The astronomer said meterorites are slowed down by the earth’s atmosphere much like a parachute slows down a skydiver. At 60 miles up in the atmosphere, the rock then begins a fall to earth. Its size and the speed it is traveling will determine how hard it hits and if it will become embedded in the Earth.
“If it had hit me, I could have been killed,” Laura Yuran said. “We hid under the awning on our porch because we were afraid of more rocks falling down.”
Seevers recommended that the Yurans allow the geology staff at Chicago’s Field Museum of Natural History to analyze the rock.
“We don’t have a lab here at the Adler Planetarium,” he said. “The staff at the museum’s meteorite lab will be able to tell them the rock’s composition.”
On Monday afternoon, the Yurans contacted Dr. Menache Wadhwa, the curator of the Field Museum’s meteorite collection, for an opinion.
“She wants us to bring her a small piece of it on Wednesday morning. She said we’re the only ones anywhere who have reported falling meteorites from the Leonid meteor shower,” Tom said.
In fact, after talking with Wadhwa, Jonathon began searching for more pieces of the meteorite. He quickly located two more small rocks that weigh about one ounce each.
Laura said until the rocks are analyzed, she’s trying to play hostess to the excited neighborhood children whom Jonathon has invited over to see the space debris.
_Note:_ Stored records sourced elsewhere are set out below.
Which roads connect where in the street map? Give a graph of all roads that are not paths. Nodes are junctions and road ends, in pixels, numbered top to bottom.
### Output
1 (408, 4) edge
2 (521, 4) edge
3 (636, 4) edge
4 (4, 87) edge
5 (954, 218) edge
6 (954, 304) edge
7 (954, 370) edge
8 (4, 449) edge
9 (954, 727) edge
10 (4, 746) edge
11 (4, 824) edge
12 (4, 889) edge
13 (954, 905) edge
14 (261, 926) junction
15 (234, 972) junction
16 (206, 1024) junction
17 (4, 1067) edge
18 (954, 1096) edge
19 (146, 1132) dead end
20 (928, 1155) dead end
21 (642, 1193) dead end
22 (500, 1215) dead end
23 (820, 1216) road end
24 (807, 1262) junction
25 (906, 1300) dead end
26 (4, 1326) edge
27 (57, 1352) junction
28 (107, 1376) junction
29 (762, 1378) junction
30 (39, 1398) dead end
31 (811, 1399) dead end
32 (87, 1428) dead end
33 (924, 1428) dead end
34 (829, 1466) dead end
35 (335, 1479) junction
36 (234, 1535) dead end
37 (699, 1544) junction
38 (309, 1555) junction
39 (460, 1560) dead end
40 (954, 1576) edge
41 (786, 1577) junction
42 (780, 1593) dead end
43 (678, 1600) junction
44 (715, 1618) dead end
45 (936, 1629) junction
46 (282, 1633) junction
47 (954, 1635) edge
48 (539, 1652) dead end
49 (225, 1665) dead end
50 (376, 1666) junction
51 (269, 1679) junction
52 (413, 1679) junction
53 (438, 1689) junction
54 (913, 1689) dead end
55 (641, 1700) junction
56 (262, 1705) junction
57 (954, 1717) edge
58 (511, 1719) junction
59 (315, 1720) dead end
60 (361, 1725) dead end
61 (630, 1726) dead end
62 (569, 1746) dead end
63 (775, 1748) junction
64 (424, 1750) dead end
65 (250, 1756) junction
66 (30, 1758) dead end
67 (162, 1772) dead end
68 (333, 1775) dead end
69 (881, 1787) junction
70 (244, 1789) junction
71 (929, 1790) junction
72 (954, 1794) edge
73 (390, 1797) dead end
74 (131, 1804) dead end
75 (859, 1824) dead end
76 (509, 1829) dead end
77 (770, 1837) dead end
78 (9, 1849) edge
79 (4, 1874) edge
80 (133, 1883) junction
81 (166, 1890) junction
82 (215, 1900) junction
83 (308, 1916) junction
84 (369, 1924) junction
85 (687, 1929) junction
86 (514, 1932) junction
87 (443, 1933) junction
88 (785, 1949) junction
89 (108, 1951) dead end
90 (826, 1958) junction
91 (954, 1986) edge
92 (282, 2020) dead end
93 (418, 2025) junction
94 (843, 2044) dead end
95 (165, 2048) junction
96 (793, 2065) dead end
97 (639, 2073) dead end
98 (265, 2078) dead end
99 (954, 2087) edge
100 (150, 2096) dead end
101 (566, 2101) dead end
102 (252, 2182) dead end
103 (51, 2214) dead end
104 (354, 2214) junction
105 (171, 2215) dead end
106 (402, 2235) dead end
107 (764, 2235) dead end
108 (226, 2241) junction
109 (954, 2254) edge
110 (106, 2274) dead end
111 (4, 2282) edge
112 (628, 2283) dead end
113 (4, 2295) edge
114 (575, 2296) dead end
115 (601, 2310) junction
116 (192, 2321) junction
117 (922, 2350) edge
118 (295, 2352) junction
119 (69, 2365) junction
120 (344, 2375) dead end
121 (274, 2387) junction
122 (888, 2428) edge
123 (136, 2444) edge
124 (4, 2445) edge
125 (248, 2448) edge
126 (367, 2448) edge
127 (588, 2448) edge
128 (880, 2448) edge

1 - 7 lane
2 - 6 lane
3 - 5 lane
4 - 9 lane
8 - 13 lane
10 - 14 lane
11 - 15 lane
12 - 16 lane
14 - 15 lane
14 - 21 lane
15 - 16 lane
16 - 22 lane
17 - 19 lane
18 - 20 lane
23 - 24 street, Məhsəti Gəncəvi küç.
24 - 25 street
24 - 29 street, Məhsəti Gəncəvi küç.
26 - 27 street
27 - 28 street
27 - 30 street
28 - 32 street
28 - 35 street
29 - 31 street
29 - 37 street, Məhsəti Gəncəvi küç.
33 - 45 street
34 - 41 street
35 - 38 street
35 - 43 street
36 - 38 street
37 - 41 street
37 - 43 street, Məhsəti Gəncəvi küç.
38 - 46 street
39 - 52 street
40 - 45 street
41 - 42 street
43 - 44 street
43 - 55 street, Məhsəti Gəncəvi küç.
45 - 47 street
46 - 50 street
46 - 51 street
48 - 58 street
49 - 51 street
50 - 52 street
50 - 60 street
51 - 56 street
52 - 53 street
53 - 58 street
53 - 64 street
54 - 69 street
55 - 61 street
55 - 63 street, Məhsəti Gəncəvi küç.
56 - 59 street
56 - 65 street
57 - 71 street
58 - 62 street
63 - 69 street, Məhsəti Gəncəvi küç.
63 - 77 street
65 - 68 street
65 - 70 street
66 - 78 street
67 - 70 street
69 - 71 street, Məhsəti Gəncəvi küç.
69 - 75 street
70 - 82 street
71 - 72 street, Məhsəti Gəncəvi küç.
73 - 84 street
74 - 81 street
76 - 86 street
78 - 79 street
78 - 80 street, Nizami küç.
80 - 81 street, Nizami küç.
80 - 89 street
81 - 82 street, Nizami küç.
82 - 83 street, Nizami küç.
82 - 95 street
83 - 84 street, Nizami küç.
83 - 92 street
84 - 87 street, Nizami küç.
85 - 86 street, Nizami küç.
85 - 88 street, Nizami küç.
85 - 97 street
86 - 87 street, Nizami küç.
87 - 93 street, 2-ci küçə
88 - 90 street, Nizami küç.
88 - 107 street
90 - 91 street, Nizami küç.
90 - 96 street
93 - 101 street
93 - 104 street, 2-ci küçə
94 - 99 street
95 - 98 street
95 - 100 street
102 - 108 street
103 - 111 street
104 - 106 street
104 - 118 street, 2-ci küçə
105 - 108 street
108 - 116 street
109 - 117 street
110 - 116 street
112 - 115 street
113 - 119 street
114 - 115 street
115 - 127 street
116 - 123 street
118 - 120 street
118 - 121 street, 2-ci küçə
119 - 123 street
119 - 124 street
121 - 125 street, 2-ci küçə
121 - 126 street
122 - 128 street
Eventually she hopes to put the objects in a display case and give it to her son who collects rocks.
The next time the Yuran family could gather to view the Leonid meteor shower is in 2034. That’s when the comet Temple-Tuttle, which causes the Leonid display, will pass by Earth again.
“We really enjoyed watching it, with the blue lights and long tails,” Laura said. “If it wasn’t for Jonathon setting his alarm and waking us up, we wouldn’t have seen it.”